◆ What is being asked ◆
Filter the entries down to the lines holding "Right", then copy those lines.
The records Block Start
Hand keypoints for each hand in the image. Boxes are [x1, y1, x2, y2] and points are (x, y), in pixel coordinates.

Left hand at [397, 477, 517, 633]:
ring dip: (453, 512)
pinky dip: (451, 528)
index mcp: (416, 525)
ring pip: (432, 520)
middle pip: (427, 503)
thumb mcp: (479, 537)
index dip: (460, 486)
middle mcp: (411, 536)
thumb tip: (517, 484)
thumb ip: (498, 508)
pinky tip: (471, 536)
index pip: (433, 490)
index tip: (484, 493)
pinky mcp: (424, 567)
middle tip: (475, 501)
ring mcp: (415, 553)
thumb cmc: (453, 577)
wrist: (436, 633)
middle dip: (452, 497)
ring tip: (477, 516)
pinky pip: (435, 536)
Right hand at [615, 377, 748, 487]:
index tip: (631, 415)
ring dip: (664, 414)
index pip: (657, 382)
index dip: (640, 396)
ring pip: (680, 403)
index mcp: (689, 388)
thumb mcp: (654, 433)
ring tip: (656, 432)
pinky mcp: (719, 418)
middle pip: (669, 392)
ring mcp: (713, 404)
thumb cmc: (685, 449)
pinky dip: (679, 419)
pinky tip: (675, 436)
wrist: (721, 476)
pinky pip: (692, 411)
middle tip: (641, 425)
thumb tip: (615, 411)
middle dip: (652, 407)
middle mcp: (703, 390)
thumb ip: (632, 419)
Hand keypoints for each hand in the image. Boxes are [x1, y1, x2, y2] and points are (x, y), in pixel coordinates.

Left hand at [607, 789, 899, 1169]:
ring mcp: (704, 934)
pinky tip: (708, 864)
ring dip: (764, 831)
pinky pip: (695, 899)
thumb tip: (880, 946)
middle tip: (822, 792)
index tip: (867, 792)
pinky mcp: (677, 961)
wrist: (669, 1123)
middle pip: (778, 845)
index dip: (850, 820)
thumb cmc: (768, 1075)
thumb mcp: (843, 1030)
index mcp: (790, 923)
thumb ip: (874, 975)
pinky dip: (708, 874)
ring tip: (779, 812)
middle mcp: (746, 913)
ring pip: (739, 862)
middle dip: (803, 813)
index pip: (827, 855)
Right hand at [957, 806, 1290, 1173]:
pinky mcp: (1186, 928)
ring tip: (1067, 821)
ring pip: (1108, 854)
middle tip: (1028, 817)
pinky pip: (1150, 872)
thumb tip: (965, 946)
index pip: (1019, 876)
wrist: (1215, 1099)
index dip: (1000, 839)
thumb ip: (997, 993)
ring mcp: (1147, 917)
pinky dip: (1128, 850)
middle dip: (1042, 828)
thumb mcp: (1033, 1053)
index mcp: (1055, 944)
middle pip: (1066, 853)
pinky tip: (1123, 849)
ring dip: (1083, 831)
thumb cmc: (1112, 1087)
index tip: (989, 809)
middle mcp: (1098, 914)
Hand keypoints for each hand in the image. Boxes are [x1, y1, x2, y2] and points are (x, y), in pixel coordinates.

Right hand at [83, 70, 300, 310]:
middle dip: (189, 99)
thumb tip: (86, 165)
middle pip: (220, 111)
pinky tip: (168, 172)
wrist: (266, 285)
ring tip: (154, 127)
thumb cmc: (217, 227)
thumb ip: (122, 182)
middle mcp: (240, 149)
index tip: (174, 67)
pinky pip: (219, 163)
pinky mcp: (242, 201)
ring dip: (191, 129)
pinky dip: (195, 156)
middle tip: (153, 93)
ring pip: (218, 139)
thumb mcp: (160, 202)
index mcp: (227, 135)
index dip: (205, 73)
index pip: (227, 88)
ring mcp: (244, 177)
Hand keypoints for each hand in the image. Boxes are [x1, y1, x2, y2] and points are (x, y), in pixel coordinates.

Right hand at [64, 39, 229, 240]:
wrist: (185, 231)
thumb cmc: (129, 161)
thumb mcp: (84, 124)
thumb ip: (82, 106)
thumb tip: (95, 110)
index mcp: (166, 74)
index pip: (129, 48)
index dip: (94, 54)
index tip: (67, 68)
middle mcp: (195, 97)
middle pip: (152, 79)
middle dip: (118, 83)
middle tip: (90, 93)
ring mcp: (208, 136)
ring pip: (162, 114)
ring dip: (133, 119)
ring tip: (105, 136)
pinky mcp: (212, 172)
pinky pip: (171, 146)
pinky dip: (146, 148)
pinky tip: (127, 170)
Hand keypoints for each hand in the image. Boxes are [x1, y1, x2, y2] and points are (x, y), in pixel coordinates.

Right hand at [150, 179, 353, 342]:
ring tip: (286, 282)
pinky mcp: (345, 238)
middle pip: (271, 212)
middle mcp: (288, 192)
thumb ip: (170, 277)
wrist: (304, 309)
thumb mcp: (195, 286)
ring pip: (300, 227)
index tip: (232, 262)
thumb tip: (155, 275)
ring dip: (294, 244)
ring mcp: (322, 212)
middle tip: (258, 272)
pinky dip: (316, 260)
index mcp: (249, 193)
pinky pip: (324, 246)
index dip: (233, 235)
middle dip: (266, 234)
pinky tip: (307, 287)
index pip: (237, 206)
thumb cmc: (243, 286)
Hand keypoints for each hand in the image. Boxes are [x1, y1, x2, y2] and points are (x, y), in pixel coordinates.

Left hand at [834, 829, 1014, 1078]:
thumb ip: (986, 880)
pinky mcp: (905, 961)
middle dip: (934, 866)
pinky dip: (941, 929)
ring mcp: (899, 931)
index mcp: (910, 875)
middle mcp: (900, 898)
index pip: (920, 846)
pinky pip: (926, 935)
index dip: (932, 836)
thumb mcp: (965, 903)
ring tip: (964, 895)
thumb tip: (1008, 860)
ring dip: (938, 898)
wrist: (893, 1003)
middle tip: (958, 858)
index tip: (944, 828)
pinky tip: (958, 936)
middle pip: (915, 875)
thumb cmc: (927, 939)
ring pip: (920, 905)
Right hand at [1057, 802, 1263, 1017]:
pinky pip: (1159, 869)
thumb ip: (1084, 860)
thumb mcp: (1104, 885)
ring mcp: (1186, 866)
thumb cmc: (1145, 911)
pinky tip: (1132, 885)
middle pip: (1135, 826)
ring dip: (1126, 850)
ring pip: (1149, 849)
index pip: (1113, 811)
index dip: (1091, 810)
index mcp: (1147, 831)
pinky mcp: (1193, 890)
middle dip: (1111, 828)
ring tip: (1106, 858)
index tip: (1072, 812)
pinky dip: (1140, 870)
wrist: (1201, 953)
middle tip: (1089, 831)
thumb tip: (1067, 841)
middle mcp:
The records Block End
◆ Written answer ◆
Right hand at [615, 377, 748, 487]:
Right hand at [957, 806, 1290, 1173]:
Right hand at [83, 70, 300, 310]:
Right hand at [64, 39, 229, 240]:
Right hand at [150, 179, 353, 342]:
Right hand at [1057, 802, 1263, 1017]:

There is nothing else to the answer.